# [Entries supplied]
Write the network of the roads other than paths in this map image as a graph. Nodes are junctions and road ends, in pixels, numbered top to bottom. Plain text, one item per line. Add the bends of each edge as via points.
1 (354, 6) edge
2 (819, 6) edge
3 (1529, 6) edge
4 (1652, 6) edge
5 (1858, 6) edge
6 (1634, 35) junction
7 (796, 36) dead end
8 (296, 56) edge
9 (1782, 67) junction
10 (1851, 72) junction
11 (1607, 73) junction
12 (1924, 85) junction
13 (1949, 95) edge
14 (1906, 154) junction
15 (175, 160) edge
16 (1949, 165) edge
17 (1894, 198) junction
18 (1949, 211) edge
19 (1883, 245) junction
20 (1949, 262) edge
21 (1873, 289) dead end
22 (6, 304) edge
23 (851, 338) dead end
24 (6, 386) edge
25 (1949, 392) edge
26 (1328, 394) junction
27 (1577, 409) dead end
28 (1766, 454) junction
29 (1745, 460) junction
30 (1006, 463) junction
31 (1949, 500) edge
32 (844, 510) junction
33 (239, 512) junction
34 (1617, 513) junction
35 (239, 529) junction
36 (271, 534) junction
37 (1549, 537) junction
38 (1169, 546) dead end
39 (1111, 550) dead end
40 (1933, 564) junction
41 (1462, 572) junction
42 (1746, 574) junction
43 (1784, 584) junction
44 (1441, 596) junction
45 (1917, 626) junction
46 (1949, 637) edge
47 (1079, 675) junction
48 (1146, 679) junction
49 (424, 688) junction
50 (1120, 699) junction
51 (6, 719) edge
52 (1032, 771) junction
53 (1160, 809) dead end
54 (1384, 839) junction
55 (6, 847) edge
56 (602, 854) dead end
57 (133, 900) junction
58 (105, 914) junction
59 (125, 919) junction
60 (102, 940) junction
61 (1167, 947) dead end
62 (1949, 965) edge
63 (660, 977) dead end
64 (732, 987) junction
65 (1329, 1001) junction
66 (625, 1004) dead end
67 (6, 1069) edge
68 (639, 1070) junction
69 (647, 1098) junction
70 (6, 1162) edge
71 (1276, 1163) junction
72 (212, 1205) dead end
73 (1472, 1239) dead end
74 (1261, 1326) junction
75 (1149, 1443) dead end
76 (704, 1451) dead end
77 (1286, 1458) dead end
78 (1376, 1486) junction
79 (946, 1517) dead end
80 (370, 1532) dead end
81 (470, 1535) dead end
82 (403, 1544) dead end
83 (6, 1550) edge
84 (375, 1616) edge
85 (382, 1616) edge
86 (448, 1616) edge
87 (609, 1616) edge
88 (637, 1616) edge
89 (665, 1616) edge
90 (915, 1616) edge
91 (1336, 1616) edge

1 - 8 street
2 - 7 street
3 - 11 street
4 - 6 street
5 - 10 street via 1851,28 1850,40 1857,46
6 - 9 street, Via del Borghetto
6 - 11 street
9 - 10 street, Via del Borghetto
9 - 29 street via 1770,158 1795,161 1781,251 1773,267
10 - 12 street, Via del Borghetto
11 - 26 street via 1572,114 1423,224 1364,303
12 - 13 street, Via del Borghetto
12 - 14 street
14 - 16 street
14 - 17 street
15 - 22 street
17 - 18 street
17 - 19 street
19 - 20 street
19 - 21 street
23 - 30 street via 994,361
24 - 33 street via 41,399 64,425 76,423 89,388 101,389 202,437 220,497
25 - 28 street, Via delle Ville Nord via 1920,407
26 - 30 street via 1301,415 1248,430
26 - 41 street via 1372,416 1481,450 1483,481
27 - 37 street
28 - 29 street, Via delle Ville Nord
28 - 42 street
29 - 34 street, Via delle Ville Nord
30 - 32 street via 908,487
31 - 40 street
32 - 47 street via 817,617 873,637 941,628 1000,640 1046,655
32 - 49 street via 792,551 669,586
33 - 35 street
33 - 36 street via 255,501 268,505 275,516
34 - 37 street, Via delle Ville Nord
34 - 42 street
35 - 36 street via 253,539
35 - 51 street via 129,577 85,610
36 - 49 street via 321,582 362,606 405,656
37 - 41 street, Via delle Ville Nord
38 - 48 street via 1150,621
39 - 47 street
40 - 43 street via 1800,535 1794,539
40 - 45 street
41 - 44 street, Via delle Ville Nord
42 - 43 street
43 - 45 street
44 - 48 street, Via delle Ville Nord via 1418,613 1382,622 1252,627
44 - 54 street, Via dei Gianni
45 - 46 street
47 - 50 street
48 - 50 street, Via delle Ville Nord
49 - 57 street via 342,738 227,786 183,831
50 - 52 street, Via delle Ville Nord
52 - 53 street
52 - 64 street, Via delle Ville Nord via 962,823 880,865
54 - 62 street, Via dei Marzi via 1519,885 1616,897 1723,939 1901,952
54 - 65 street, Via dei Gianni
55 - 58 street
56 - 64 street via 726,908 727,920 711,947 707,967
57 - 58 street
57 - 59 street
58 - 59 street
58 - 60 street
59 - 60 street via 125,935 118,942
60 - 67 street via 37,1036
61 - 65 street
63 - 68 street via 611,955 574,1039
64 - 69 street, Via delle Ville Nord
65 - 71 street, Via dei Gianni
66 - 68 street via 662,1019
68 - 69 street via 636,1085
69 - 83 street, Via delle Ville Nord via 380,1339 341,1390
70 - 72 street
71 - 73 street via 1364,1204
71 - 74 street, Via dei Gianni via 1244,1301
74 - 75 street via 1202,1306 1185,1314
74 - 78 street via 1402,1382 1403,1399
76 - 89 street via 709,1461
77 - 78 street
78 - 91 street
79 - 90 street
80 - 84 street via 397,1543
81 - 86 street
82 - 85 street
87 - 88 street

# [Your assignment]
Going through the listing above, copy out every line that has the string "Nord".

# [Final answer]
25 - 28 street, Via delle Ville Nord via 1920,407
28 - 29 street, Via delle Ville Nord
29 - 34 street, Via delle Ville Nord
34 - 37 street, Via delle Ville Nord
37 - 41 street, Via delle Ville Nord
41 - 44 street, Via delle Ville Nord
44 - 48 street, Via delle Ville Nord via 1418,613 1382,622 1252,627
48 - 50 street, Via delle Ville Nord
50 - 52 street, Via delle Ville Nord
52 - 64 street, Via delle Ville Nord via 962,823 880,865
64 - 69 street, Via delle Ville Nord
69 - 83 street, Via delle Ville Nord via 380,1339 341,1390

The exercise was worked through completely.